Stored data
__________

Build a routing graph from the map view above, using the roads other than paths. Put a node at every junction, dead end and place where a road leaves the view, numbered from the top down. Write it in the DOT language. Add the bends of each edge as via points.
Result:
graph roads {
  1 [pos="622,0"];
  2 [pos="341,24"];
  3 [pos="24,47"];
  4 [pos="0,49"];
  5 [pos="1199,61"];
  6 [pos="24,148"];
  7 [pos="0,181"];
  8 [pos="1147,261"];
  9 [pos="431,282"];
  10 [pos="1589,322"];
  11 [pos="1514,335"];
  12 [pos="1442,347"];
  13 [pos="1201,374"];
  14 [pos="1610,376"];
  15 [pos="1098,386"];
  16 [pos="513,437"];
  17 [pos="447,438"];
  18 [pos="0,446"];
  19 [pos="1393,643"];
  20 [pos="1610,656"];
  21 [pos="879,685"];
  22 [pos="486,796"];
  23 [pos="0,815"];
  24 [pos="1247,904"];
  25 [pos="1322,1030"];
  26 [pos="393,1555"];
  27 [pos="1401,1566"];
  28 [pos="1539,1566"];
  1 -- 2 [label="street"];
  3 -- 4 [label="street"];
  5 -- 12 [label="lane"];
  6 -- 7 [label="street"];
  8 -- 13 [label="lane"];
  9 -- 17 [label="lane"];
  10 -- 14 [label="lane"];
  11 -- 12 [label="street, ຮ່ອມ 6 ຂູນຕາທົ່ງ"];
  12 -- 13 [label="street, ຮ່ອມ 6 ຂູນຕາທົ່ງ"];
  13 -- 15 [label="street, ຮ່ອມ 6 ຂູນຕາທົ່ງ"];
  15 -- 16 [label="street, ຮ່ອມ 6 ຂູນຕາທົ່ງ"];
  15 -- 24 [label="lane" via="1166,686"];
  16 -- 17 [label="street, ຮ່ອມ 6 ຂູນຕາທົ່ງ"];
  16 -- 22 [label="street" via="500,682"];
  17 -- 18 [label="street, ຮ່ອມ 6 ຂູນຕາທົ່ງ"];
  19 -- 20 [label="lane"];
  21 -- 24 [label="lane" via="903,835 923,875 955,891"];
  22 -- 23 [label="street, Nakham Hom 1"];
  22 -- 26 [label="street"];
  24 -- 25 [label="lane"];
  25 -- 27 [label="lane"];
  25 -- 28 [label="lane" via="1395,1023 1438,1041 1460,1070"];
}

__________

▶ **Instructions to follow**
Every record shown above should be set down again exactly.

▶ **Written reply**
Build a routing graph from the map view above, using the roads other than paths. Put a node at every junction, dead end and place where a road leaves the view, numbered from the top down. Write it in the DOT language. Add the bends of each edge as via points.
Result:
graph roads {
  1 [pos="622,0"];
  2 [pos="341,24"];
  3 [pos="24,47"];
  4 [pos="0,49"];
  5 [pos="1199,61"];
  6 [pos="24,148"];
  7 [pos="0,181"];
  8 [pos="1147,261"];
  9 [pos="431,282"];
  10 [pos="1589,322"];
  11 [pos="1514,335"];
  12 [pos="1442,347"];
  13 [pos="1201,374"];
  14 [pos="1610,376"];
  15 [pos="1098,386"];
  16 [pos="513,437"];
  17 [pos="447,438"];
  18 [pos="0,446"];
  19 [pos="1393,643"];
  20 [pos="1610,656"];
  21 [pos="879,685"];
  22 [pos="486,796"];
  23 [pos="0,815"];
  24 [pos="1247,904"];
  25 [pos="1322,1030"];
  26 [pos="393,1555"];
  27 [pos="1401,1566"];
  28 [pos="1539,1566"];
  1 -- 2 [label="street"];
  3 -- 4 [label="street"];
  5 -- 12 [label="lane"];
  6 -- 7 [label="street"];
  8 -- 13 [label="lane"];
  9 -- 17 [label="lane"];
  10 -- 14 [label="lane"];
  11 -- 12 [label="street, ຮ່ອມ 6 ຂູນຕາທົ່ງ"];
  12 -- 13 [label="street, ຮ່ອມ 6 ຂູນຕາທົ່ງ"];
  13 -- 15 [label="street, ຮ່ອມ 6 ຂູນຕາທົ່ງ"];
  15 -- 16 [label="street, ຮ່ອມ 6 ຂູນຕາທົ່ງ"];
  15 -- 24 [label="lane" via="1166,686"];
  16 -- 17 [label="street, ຮ່ອມ 6 ຂູນຕາທົ່ງ"];
  16 -- 22 [label="street" via="500,682"];
  17 -- 18 [label="street, ຮ່ອມ 6 ຂູນຕາທົ່ງ"];
  19 -- 20 [label="lane"];
  21 -- 24 [label="lane" via="903,835 923,875 955,891"];
  22 -- 23 [label="street, Nakham Hom 1"];
  22 -- 26 [label="street"];
  24 -- 25 [label="lane"];
  25 -- 27 [label="lane"];
  25 -- 28 [label="lane" via="1395,1023 1438,1041 1460,1070"];
}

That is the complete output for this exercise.